DATASET CONTENT:
BEGIN

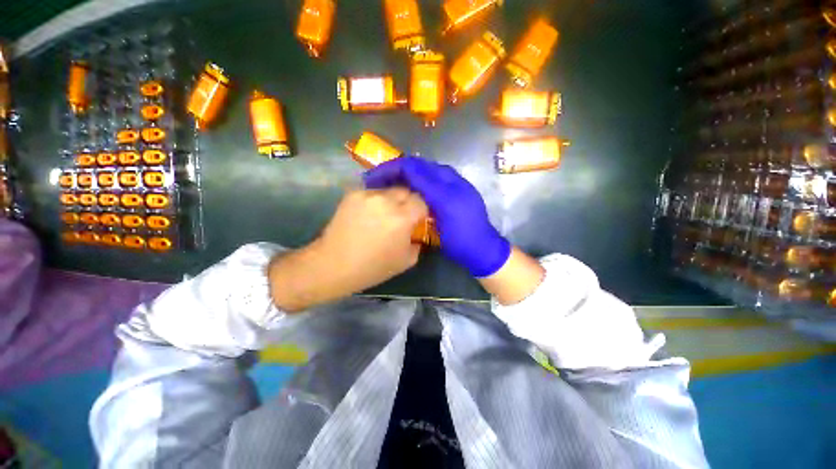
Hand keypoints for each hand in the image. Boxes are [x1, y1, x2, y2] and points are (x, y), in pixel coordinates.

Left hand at [269, 188, 427, 311]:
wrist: (335, 265)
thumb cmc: (374, 267)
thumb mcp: (407, 260)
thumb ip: (417, 242)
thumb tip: (416, 231)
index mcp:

END

TASK REQUIREMENTS: Give the data above again, exactly, with every picture removed.

RESPONSE AREA:
Hand keypoints for each hand in the image. Boxes are [x1, y1, x2, y2] and points are (x, y), in pixel coordinates.

Left hand at [269, 188, 427, 311]:
wrist: (335, 265)
thumb cmc: (374, 267)
thumb mcp: (407, 260)
thumb ip: (417, 242)
thumb tip: (416, 231)
index mcp:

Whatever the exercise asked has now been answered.